What has played out in the U.S. equity market was always an extremely low probability event.

Just because that event happened, that does not mean that the forecasts of valuation centric market historians like GMO should be thrown out for having no predicative power.

Rather, we should all strive to understand the uniqueness of what has happened.

In my opinion, the opposite is happening, as the wrong lesson is being taken away, specifically that we are better saying we “do not know”, which is true in a way, but it is encouraging investors and speculators to bet on low probability outcomes.  Additionally, the takeaway and the conclusion is encouraging investors to ignore valuations today, since if we got a historic run of equity returns over the past decade, why could it not continue?
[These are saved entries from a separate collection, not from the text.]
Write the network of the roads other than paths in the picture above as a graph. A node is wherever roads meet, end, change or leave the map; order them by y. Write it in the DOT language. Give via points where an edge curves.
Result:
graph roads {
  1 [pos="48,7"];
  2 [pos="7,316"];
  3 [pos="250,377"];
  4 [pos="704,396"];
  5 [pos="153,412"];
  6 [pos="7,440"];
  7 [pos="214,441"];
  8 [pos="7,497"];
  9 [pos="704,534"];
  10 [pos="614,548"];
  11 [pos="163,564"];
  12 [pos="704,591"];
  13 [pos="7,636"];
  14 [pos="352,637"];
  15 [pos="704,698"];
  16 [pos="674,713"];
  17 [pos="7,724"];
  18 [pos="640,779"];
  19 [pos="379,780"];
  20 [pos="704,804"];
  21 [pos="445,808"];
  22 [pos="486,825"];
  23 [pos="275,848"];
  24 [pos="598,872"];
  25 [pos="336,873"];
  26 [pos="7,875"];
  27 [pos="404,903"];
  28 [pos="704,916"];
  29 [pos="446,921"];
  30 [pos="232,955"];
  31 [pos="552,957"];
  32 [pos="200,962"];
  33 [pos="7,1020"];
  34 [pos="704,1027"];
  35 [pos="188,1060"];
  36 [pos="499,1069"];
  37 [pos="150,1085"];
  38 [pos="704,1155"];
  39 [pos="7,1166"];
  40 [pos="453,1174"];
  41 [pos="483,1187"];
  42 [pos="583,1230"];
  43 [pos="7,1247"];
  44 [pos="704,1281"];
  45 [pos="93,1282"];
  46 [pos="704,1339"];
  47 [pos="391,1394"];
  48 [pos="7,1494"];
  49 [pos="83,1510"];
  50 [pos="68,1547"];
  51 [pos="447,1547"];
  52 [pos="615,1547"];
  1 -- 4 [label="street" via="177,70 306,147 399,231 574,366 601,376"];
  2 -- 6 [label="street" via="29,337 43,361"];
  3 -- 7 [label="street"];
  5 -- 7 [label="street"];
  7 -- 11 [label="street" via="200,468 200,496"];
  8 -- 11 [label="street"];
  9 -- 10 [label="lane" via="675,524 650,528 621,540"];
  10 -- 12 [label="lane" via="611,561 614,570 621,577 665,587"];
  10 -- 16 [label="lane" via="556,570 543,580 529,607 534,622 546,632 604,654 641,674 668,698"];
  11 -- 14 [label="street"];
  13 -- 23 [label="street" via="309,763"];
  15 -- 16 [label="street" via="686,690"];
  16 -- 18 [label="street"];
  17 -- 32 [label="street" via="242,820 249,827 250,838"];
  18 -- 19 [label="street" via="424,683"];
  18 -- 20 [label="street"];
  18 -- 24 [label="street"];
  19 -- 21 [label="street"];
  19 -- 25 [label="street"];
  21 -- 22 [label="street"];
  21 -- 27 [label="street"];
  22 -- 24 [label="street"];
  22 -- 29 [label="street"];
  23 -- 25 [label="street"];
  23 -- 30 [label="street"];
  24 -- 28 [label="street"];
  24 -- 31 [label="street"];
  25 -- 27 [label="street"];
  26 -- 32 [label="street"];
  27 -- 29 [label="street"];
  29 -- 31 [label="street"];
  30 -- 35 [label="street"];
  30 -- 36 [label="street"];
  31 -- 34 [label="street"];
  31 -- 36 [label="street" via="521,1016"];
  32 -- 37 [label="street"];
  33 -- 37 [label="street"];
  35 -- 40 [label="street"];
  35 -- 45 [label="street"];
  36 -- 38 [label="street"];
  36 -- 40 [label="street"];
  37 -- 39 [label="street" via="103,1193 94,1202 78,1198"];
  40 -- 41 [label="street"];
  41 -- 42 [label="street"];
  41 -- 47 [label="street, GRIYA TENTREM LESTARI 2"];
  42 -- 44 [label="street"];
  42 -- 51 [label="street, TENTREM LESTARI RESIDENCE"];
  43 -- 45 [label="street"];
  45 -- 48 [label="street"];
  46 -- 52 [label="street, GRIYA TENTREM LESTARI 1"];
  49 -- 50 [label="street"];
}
The reason that the historic run in equity performance in the U.S. cannot continue, is that much like basketball, there are rules to the game.

In basketball, the rules include a time limit, only a certain number of possessions, etc., so there is a theoretical maximum amount of points that can be scored, even under ideal circumstances.

These mathematical limits also apply to the markets, meaning there is only a certain amount of capital in the capital markets, companies can collectively only reach certain market capitalization’s, etc., so even under rare, extreme, ideal outcomes, equities can collectively only appreciate so far, as they too will have mathematical limits.

Have we reached the limits in today’s U.S. equity valuations?

This is impossible to know, yet what we do know, is that we have had a unique set of events to get here, including U.S. domination in technology, global capital flows being recycled to the United States, enormous stock buybacks, record low interest rates, and last, but not least, a historic move from active to passive investing, which has concentrated capital in the market’s biggest companies.

The better lesson, in my opinion, is to recognize the uniqueness of what has happened, appreciate it, and say that is unlikely to happen again, because the event was so rare.

Said another way, could U.S. equities continue melting higher for a sustained period of time?

Yes, of course, there is a chance that could happen, however, it is extremely unlikely that we will witness historical equity returns going forward, as the starting point is so high, and the unique set of events is now largely in the rear view mirror.

Instead of normal equity returns from today’s staring point, the high probability outcome right now is very little real returns, or even negative real returns for a sustained period of time, particularly for traditional stocks and bonds, over the next decade.

In closing, I am showing a table of GMO’s estimated annual real returns going forward, along with the Wilshire 5000-to-GDP ratio, as this table and graph provide a perspective on today’s elevated market valuations.

The GMO expected table of real returns I put together above, and the Market-Cap-To-GDP Ratio, are two barometers that show that real returns are likely to be challenged, at best, in the U.S. equity market going forward.